- _Materials provided_
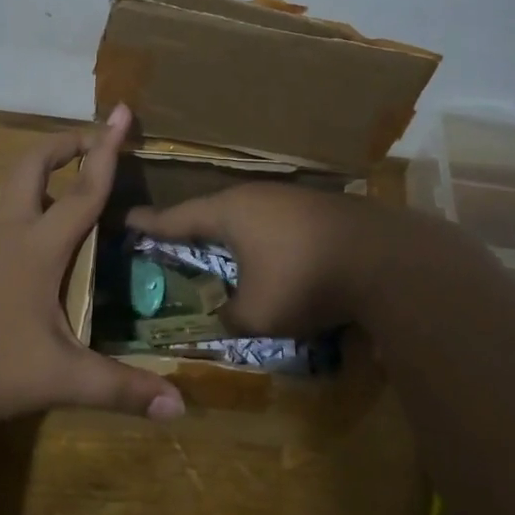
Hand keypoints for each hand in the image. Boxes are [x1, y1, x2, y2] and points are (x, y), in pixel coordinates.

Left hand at [0, 105, 184, 423]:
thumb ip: (118, 389)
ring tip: (62, 181)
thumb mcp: (57, 379)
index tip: (122, 112)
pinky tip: (21, 231)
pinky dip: (15, 198)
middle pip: (33, 163)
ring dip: (38, 168)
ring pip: (6, 182)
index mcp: (37, 244)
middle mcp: (4, 226)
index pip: (83, 188)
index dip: (108, 150)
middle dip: (66, 143)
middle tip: (93, 143)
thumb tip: (179, 407)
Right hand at [126, 184, 390, 339]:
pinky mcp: (322, 209)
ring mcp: (293, 198)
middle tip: (172, 240)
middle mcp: (257, 196)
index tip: (127, 220)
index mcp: (230, 212)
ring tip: (221, 250)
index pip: (177, 217)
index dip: (150, 224)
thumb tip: (223, 318)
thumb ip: (229, 318)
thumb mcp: (257, 314)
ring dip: (234, 235)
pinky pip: (278, 223)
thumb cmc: (305, 280)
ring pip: (250, 216)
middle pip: (214, 212)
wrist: (387, 260)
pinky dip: (265, 240)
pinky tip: (273, 256)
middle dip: (193, 228)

- _What you need to do_
Because the pictures are not wanted, retype only the text of every record, exactly as given.

- _Task answer_
Hand keypoints for each hand in the image. Boxes are [x1, y1, x2, y2] and points are (x, y), in pixel coordinates.

Left hand at [0, 105, 184, 423]:
thumb ip: (118, 389)
ring tip: (62, 181)
thumb mcp: (57, 379)
index tip: (122, 112)
pinky tip: (21, 231)
pinky dip: (15, 198)
middle pip: (33, 163)
ring dip: (38, 168)
ring pip: (6, 182)
index mcp: (37, 244)
middle mcp: (4, 226)
index pip: (83, 188)
index dip: (108, 150)
middle dip: (66, 143)
middle tip: (93, 143)
thumb tip: (179, 407)
Right hand at [126, 184, 390, 339]:
pinky mcp: (322, 209)
ring mcp: (293, 198)
middle tip: (172, 240)
middle mcp: (257, 196)
index tip: (127, 220)
index mcp: (230, 212)
ring tip: (221, 250)
index pip: (177, 217)
index dip: (150, 224)
thumb tip: (223, 318)
thumb ip: (229, 318)
thumb mcp: (257, 314)
ring dip: (234, 235)
pinky pip: (278, 223)
thumb cmc: (305, 280)
ring pip: (250, 216)
middle pip: (214, 212)
wrist: (387, 260)
pinky dip: (265, 240)
pinky tip: (273, 256)
middle dip: (193, 228)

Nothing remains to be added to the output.